### Excerpted data

- - - - -

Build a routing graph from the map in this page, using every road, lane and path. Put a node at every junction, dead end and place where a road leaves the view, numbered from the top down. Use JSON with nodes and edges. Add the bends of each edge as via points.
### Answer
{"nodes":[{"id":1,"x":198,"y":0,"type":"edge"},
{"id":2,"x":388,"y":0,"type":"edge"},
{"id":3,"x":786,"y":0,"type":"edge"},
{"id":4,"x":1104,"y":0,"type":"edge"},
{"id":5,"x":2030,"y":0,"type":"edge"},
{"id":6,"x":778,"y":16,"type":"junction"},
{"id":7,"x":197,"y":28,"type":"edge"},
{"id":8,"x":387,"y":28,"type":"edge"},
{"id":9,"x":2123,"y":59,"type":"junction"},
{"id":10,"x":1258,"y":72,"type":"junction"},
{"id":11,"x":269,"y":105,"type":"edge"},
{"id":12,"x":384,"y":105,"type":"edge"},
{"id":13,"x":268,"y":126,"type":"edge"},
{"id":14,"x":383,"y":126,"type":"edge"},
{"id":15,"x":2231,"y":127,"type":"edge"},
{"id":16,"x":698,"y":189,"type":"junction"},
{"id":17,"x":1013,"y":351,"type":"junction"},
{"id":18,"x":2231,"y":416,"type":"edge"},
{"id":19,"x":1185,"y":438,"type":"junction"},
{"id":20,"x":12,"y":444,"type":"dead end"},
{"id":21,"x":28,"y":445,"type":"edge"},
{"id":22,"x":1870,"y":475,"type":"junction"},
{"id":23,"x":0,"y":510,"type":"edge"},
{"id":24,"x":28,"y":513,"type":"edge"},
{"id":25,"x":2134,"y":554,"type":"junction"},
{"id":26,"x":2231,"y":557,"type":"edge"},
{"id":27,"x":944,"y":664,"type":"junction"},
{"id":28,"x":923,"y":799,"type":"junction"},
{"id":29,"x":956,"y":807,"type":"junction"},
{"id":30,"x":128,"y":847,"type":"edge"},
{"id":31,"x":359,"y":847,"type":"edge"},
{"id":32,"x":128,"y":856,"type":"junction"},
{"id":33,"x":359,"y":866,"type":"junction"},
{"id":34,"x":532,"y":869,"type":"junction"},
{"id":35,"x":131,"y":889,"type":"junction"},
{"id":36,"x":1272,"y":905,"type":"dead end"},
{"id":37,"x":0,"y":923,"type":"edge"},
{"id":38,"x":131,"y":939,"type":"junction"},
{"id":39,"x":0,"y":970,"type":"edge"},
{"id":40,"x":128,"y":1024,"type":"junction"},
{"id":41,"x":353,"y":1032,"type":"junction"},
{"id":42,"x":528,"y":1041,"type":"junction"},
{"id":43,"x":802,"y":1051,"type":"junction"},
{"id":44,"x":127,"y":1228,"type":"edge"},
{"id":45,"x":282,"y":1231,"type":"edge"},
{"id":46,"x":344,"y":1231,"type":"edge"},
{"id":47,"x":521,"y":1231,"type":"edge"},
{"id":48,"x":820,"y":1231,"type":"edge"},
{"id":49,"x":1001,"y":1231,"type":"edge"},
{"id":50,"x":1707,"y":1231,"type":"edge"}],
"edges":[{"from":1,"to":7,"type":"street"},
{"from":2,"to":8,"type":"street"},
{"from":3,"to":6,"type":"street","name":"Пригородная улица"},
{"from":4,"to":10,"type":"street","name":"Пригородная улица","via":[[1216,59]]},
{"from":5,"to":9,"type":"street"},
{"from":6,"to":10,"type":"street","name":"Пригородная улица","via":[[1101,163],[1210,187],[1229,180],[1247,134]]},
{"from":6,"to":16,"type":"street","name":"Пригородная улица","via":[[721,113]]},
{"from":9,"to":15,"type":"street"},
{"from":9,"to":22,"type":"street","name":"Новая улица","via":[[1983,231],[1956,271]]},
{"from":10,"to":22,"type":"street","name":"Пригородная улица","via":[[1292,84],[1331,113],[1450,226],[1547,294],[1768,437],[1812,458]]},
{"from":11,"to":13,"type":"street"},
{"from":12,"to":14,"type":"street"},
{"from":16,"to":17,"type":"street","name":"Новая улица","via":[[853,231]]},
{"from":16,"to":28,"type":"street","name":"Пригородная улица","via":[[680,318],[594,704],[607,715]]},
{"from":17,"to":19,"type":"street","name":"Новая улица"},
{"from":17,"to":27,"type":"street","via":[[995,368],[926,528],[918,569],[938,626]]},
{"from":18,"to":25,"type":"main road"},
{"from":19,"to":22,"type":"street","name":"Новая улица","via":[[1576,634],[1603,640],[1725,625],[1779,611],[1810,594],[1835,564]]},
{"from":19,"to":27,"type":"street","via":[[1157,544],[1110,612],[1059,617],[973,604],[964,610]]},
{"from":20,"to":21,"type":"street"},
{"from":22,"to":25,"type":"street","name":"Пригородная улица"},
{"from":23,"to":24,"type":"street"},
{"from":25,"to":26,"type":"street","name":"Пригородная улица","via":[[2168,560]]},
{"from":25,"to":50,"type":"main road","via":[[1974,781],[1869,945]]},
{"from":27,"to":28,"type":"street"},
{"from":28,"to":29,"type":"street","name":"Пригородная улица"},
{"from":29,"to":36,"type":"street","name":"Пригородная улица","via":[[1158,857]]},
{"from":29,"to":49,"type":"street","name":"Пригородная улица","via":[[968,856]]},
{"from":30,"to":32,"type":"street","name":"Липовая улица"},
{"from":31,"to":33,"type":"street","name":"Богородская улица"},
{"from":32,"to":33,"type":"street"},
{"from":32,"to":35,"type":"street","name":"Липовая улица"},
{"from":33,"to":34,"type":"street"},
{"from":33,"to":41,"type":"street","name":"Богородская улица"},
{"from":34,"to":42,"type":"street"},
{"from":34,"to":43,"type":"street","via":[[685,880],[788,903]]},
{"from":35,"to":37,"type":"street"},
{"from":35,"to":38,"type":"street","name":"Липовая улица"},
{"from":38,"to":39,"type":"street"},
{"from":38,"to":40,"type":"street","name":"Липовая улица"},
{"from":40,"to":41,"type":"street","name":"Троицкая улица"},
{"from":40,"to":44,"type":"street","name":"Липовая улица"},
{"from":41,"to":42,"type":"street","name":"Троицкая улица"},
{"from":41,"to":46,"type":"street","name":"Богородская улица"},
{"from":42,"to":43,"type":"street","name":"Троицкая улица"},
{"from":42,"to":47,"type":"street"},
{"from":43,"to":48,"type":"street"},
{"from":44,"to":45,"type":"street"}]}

- - - - -

### What to produce
Repeat each record exactly. Omit nothing.

### Your response
Build a routing graph from the map in this page, using every road, lane and path. Put a node at every junction, dead end and place where a road leaves the view, numbered from the top down. Use JSON with nodes and edges. Add the bends of each edge as via points.
### Answer
{"nodes":[{"id":1,"x":198,"y":0,"type":"edge"},
{"id":2,"x":388,"y":0,"type":"edge"},
{"id":3,"x":786,"y":0,"type":"edge"},
{"id":4,"x":1104,"y":0,"type":"edge"},
{"id":5,"x":2030,"y":0,"type":"edge"},
{"id":6,"x":778,"y":16,"type":"junction"},
{"id":7,"x":197,"y":28,"type":"edge"},
{"id":8,"x":387,"y":28,"type":"edge"},
{"id":9,"x":2123,"y":59,"type":"junction"},
{"id":10,"x":1258,"y":72,"type":"junction"},
{"id":11,"x":269,"y":105,"type":"edge"},
{"id":12,"x":384,"y":105,"type":"edge"},
{"id":13,"x":268,"y":126,"type":"edge"},
{"id":14,"x":383,"y":126,"type":"edge"},
{"id":15,"x":2231,"y":127,"type":"edge"},
{"id":16,"x":698,"y":189,"type":"junction"},
{"id":17,"x":1013,"y":351,"type":"junction"},
{"id":18,"x":2231,"y":416,"type":"edge"},
{"id":19,"x":1185,"y":438,"type":"junction"},
{"id":20,"x":12,"y":444,"type":"dead end"},
{"id":21,"x":28,"y":445,"type":"edge"},
{"id":22,"x":1870,"y":475,"type":"junction"},
{"id":23,"x":0,"y":510,"type":"edge"},
{"id":24,"x":28,"y":513,"type":"edge"},
{"id":25,"x":2134,"y":554,"type":"junction"},
{"id":26,"x":2231,"y":557,"type":"edge"},
{"id":27,"x":944,"y":664,"type":"junction"},
{"id":28,"x":923,"y":799,"type":"junction"},
{"id":29,"x":956,"y":807,"type":"junction"},
{"id":30,"x":128,"y":847,"type":"edge"},
{"id":31,"x":359,"y":847,"type":"edge"},
{"id":32,"x":128,"y":856,"type":"junction"},
{"id":33,"x":359,"y":866,"type":"junction"},
{"id":34,"x":532,"y":869,"type":"junction"},
{"id":35,"x":131,"y":889,"type":"junction"},
{"id":36,"x":1272,"y":905,"type":"dead end"},
{"id":37,"x":0,"y":923,"type":"edge"},
{"id":38,"x":131,"y":939,"type":"junction"},
{"id":39,"x":0,"y":970,"type":"edge"},
{"id":40,"x":128,"y":1024,"type":"junction"},
{"id":41,"x":353,"y":1032,"type":"junction"},
{"id":42,"x":528,"y":1041,"type":"junction"},
{"id":43,"x":802,"y":1051,"type":"junction"},
{"id":44,"x":127,"y":1228,"type":"edge"},
{"id":45,"x":282,"y":1231,"type":"edge"},
{"id":46,"x":344,"y":1231,"type":"edge"},
{"id":47,"x":521,"y":1231,"type":"edge"},
{"id":48,"x":820,"y":1231,"type":"edge"},
{"id":49,"x":1001,"y":1231,"type":"edge"},
{"id":50,"x":1707,"y":1231,"type":"edge"}],
"edges":[{"from":1,"to":7,"type":"street"},
{"from":2,"to":8,"type":"street"},
{"from":3,"to":6,"type":"street","name":"Пригородная улица"},
{"from":4,"to":10,"type":"street","name":"Пригородная улица","via":[[1216,59]]},
{"from":5,"to":9,"type":"street"},
{"from":6,"to":10,"type":"street","name":"Пригородная улица","via":[[1101,163],[1210,187],[1229,180],[1247,134]]},
{"from":6,"to":16,"type":"street","name":"Пригородная улица","via":[[721,113]]},
{"from":9,"to":15,"type":"street"},
{"from":9,"to":22,"type":"street","name":"Новая улица","via":[[1983,231],[1956,271]]},
{"from":10,"to":22,"type":"street","name":"Пригородная улица","via":[[1292,84],[1331,113],[1450,226],[1547,294],[1768,437],[1812,458]]},
{"from":11,"to":13,"type":"street"},
{"from":12,"to":14,"type":"street"},
{"from":16,"to":17,"type":"street","name":"Новая улица","via":[[853,231]]},
{"from":16,"to":28,"type":"street","name":"Пригородная улица","via":[[680,318],[594,704],[607,715]]},
{"from":17,"to":19,"type":"street","name":"Новая улица"},
{"from":17,"to":27,"type":"street","via":[[995,368],[926,528],[918,569],[938,626]]},
{"from":18,"to":25,"type":"main road"},
{"from":19,"to":22,"type":"street","name":"Новая улица","via":[[1576,634],[1603,640],[1725,625],[1779,611],[1810,594],[1835,564]]},
{"from":19,"to":27,"type":"street","via":[[1157,544],[1110,612],[1059,617],[973,604],[964,610]]},
{"from":20,"to":21,"type":"street"},
{"from":22,"to":25,"type":"street","name":"Пригородная улица"},
{"from":23,"to":24,"type":"street"},
{"from":25,"to":26,"type":"street","name":"Пригородная улица","via":[[2168,560]]},
{"from":25,"to":50,"type":"main road","via":[[1974,781],[1869,945]]},
{"from":27,"to":28,"type":"street"},
{"from":28,"to":29,"type":"street","name":"Пригородная улица"},
{"from":29,"to":36,"type":"street","name":"Пригородная улица","via":[[1158,857]]},
{"from":29,"to":49,"type":"street","name":"Пригородная улица","via":[[968,856]]},
{"from":30,"to":32,"type":"street","name":"Липовая улица"},
{"from":31,"to":33,"type":"street","name":"Богородская улица"},
{"from":32,"to":33,"type":"street"},
{"from":32,"to":35,"type":"street","name":"Липовая улица"},
{"from":33,"to":34,"type":"street"},
{"from":33,"to":41,"type":"street","name":"Богородская улица"},
{"from":34,"to":42,"type":"street"},
{"from":34,"to":43,"type":"street","via":[[685,880],[788,903]]},
{"from":35,"to":37,"type":"street"},
{"from":35,"to":38,"type":"street","name":"Липовая улица"},
{"from":38,"to":39,"type":"street"},
{"from":38,"to":40,"type":"street","name":"Липовая улица"},
{"from":40,"to":41,"type":"street","name":"Троицкая улица"},
{"from":40,"to":44,"type":"street","name":"Липовая улица"},
{"from":41,"to":42,"type":"street","name":"Троицкая улица"},
{"from":41,"to":46,"type":"street","name":"Богородская улица"},
{"from":42,"to":43,"type":"street","name":"Троицкая улица"},
{"from":42,"to":47,"type":"street"},
{"from":43,"to":48,"type":"street"},
{"from":44,"to":45,"type":"street"}]}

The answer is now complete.